It's been a while, and a lot has changed. You can read as many 20-something books to help walk you through the stage of life, but it's not until you're living it that it starts to make sense.
Research shows that you change the most in your early 20's. You discover more of who you are, what you want, and what you want your life to look like. I guess when you surround yourself with other 20-somethings, the chances of changing and growing apart from each other are pretty high. Sometimes the people you thought would be around forever, the people you never pictured losing touch with, can be the people you grow apart from the most. The important thing through all the changes, is to not lose sight of yourself. With everyone wandering around trying to figure out what they want, it's important to remember that you also must figure out what you want and not just conform to the things that others deem important. These can be simple things, like the music you like or the place you'd prefer to hang out on a Friday night, to what you want out of a career and how you see your future self (married or single, kids or no kids, etc.). Sometimes the simple things can make you think the compatibility is outstanding, but when you look closer, the lifetime aspirations create too big of a difference to keep people in your life.
That decision is hard. It's not a natural chapter of life like graduating high school knowing next comes college, or graduating college and knowing the real world comes next, or even researching job options to see what comes next. It's an unnatural change that you can't prepare yourself for because the people that matter to you most aren't the people you think about leaving. But after long talks, when you've said all there is to say, you have to walk away. There's a low moment in that where you don't think you'll ever recover and you can't picture your life without that person and you run through any compromise you can to see if there was a loop hole you missed. And in that low, you find there wasn't something missed. It was what it was and you had to make the decision. So you brush yourself off and start looking for what's next in your life.

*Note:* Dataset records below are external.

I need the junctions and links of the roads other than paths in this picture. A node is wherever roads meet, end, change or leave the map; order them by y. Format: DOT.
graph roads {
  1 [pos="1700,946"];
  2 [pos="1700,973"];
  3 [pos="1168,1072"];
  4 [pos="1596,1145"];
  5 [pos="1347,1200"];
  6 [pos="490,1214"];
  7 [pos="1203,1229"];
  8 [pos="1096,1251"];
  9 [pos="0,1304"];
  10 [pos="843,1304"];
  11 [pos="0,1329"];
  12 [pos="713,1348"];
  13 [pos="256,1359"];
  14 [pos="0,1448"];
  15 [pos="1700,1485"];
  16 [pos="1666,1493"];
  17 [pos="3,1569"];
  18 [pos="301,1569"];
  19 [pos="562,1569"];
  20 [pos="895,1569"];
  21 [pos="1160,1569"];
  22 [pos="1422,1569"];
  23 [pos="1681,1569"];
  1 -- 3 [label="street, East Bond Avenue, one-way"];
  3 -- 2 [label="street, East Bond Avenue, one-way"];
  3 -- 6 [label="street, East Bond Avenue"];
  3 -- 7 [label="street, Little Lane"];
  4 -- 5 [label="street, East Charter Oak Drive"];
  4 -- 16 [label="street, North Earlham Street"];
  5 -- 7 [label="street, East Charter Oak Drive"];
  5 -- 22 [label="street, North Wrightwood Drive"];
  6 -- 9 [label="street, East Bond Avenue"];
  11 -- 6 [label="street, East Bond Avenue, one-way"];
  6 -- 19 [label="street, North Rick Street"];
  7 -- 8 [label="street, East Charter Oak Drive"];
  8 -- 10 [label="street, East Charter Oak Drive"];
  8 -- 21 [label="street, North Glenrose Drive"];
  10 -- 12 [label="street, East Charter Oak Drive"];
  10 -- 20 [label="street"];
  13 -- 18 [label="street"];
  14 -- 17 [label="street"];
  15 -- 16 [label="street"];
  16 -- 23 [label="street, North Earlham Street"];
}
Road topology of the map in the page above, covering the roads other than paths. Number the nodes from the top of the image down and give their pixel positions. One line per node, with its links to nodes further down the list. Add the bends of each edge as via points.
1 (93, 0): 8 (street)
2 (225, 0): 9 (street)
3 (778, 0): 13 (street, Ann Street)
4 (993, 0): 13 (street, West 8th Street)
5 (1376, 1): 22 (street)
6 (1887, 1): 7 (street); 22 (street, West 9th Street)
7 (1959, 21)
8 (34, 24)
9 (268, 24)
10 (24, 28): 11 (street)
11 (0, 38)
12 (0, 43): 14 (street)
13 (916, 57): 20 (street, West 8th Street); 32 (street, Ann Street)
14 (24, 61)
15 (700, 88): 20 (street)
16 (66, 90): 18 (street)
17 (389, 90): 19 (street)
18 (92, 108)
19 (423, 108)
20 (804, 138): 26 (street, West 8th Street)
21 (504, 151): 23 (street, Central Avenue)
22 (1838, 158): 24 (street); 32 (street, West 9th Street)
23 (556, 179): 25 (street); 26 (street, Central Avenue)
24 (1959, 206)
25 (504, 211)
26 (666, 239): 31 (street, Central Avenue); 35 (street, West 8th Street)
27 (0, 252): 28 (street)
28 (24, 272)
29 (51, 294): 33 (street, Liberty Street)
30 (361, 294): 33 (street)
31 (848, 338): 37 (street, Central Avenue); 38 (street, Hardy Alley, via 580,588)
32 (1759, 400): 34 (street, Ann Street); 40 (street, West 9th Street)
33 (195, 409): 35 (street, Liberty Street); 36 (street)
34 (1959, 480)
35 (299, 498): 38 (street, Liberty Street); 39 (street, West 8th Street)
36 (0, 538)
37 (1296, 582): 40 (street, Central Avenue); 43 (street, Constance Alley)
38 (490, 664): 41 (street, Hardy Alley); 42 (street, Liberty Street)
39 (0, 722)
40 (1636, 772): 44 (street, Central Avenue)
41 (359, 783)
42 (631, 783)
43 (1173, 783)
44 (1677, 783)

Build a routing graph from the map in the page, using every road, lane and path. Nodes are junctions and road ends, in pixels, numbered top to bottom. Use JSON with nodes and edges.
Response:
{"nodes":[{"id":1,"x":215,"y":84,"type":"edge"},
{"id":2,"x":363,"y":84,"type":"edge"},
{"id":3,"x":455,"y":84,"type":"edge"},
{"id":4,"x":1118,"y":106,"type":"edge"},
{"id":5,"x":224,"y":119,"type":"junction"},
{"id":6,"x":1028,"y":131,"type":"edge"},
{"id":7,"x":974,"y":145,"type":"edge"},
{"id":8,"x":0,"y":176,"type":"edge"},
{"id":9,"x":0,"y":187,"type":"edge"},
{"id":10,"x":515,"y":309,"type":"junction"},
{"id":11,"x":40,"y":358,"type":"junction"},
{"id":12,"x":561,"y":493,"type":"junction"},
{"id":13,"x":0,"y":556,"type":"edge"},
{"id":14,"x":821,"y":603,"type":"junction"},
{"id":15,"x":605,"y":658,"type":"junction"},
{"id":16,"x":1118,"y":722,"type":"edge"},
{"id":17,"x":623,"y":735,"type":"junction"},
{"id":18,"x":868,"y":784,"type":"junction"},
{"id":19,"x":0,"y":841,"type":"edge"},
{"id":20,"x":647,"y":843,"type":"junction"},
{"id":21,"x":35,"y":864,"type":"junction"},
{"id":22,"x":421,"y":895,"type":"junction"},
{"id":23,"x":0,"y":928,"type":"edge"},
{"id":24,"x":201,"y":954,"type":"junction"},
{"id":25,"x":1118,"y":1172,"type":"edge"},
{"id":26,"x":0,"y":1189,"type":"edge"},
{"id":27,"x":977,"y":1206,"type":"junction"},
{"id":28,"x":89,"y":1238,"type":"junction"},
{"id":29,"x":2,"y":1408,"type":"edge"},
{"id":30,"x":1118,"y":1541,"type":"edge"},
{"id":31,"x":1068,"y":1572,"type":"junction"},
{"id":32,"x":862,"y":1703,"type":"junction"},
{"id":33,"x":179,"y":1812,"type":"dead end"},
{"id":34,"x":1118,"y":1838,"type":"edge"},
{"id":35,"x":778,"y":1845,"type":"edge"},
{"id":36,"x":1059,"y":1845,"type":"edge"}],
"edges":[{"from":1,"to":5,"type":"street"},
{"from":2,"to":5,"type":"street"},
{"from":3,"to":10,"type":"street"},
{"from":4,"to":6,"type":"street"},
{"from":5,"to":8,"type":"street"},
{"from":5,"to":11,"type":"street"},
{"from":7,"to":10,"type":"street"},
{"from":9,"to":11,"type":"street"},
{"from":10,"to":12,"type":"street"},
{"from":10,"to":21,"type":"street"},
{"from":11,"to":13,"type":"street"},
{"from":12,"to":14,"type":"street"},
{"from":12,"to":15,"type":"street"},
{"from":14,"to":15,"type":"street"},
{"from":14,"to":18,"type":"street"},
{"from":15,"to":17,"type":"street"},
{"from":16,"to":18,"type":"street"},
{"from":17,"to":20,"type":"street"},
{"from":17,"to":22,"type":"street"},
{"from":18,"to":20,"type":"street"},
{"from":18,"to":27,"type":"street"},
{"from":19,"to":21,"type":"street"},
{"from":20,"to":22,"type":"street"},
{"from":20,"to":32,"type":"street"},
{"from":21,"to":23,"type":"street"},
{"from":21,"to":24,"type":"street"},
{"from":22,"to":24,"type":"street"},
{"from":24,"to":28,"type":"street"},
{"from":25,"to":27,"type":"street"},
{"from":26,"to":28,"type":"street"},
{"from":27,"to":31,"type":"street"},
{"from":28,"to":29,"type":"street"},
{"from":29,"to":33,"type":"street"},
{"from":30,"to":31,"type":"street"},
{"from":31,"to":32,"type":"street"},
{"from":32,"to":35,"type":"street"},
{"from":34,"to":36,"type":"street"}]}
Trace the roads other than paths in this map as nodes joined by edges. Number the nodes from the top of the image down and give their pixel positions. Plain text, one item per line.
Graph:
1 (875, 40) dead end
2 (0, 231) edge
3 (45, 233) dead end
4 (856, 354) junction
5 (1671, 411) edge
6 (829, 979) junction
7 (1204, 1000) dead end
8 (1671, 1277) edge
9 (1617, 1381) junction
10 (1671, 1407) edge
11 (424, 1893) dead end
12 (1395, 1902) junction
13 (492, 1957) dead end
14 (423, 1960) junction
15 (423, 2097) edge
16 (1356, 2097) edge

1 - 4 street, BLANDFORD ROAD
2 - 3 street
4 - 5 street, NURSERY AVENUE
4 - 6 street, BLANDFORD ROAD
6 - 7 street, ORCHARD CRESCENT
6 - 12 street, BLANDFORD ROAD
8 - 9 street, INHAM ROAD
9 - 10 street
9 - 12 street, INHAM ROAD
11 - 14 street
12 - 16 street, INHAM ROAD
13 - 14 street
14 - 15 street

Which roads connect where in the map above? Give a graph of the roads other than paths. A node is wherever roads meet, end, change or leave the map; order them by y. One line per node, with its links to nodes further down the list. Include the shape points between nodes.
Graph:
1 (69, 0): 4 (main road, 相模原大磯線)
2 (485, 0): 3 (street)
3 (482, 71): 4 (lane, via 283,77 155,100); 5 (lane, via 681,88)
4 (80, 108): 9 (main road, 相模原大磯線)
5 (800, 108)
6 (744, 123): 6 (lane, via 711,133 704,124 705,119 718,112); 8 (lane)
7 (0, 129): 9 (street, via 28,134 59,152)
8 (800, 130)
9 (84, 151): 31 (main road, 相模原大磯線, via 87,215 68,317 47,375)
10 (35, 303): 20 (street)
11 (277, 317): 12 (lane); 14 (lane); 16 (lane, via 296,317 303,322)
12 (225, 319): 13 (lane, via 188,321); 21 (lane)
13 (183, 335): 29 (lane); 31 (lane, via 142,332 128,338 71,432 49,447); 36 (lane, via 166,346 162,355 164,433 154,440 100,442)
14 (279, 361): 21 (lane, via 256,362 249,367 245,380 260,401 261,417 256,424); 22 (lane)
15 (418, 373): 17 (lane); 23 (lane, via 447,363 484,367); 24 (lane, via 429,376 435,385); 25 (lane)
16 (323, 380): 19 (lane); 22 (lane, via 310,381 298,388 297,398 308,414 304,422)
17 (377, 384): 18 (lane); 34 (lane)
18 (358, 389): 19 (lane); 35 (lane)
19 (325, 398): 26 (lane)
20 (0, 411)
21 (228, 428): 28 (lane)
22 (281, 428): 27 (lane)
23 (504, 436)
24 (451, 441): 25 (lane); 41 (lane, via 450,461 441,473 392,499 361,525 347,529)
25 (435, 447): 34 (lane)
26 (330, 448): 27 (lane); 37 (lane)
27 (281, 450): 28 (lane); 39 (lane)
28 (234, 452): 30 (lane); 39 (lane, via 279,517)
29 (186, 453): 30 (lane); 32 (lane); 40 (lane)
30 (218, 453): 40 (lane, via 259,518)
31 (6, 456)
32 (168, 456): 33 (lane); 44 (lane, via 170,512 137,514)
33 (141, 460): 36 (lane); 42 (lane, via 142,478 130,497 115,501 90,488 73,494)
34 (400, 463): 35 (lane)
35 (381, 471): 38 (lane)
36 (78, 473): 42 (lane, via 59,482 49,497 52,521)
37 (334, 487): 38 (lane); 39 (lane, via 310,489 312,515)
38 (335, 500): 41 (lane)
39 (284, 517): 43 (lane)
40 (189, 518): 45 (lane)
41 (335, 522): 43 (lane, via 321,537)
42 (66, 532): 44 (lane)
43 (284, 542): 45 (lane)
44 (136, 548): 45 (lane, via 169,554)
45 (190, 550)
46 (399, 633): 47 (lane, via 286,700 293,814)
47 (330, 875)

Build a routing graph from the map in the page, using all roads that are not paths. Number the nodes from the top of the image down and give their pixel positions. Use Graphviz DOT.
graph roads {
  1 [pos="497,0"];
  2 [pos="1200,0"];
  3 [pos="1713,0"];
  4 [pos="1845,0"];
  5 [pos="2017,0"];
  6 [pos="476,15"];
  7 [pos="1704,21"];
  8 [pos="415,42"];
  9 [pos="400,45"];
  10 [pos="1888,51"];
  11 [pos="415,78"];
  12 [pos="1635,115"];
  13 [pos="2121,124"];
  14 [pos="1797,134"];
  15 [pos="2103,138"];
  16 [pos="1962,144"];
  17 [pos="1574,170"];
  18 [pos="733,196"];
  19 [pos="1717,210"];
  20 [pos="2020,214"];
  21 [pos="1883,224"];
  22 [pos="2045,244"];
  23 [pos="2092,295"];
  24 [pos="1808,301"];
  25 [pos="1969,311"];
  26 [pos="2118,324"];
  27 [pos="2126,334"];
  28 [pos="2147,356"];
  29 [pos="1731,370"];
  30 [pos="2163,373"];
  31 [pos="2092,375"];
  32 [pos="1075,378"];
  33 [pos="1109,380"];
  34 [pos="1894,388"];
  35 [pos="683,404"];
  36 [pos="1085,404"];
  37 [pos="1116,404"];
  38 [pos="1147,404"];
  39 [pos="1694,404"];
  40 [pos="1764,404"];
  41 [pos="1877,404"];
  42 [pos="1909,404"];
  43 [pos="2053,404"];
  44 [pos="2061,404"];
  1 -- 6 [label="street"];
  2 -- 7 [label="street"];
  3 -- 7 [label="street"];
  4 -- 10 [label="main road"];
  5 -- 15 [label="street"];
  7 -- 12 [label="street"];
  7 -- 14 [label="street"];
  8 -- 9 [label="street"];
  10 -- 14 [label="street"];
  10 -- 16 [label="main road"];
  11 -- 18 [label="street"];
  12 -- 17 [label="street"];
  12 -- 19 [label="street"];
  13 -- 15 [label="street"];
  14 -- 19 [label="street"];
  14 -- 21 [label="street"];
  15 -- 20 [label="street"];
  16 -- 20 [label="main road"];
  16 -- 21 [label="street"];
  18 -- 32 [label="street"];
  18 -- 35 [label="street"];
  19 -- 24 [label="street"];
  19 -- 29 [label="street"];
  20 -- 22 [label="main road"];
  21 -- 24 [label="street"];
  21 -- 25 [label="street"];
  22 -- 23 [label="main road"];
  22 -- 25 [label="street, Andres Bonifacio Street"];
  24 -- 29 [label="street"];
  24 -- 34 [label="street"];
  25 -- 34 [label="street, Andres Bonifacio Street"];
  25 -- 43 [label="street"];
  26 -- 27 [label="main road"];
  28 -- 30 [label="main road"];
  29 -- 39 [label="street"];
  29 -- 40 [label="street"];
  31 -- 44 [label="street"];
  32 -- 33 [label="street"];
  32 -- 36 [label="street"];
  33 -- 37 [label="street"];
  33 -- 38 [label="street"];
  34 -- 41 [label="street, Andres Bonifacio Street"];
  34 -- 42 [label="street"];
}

You find new friends. New things that matter to you because you had forgotten that you could have your own interests. You search harder to find what you want. You evaluate yourself so you remember and discover just who you are and what matters to you most. You see what you had given up and bask in ease of taking care of yourself. There may be some guilt with being OK, with admitting you knew things weren't working and you had to move on. But the new people and the new things you surround yourself with help remind you that that is what you are supposed to do and you don't have to hurt longer simply because you think you should.
Then you are grateful you had been searching for something new before life's major curve ball. And there's one friend you confide in that opens the door to new possibilities. It's amazing how someone you always knew would be one of the most influential people in your life suddenly helps you grasp on to what you forgot mattered to you. They support your decisions in ways that others can't comprehend.
The 20-something stage is hard to swallow, and when you have a salaried, benefited career opportunity, most others in your stage of life would learn to cope (or more accurately, bitch) at the cubicle and spend the hard earned money at the bars over the weekend. That's never been my scene and I'm finding comfort with the 30-something's I've found that really interest me more than the 20-something's that really don't know what's going on. Hindsight is 20/20 and their experiences are great lessons and encouragement for me to really discover what I want and to go after it while I can.
I'm at a new stage where I have nothing tying me down so I'm taking advantage of the opportunities and am leaving my cubicle to head back to the pool. I will be working with Cheyenne Mountain Aquatics coaching the newer kids on the team and helping to build and develop the team's swim lesson program so we can grow in size along with skill. It's bitter sweet to be leaving my new friends and my first home that I could call my own, but I'm just happy. Sure, living in the parent's basement and scraping my pennies together to try and do anything will be a bit of an adjustment, but there's very little I'm not excited for right now. The post-change me is a very happy person that I forgot had existed. I never would have thought the people that mattered to me most were holding me back, I still don't think they were in that stage, but the new freedom of discovering me has been wonderful and I can't wait to see what's next.
This new chapter, this new stage, it all seems to be falling together and I can't get over it.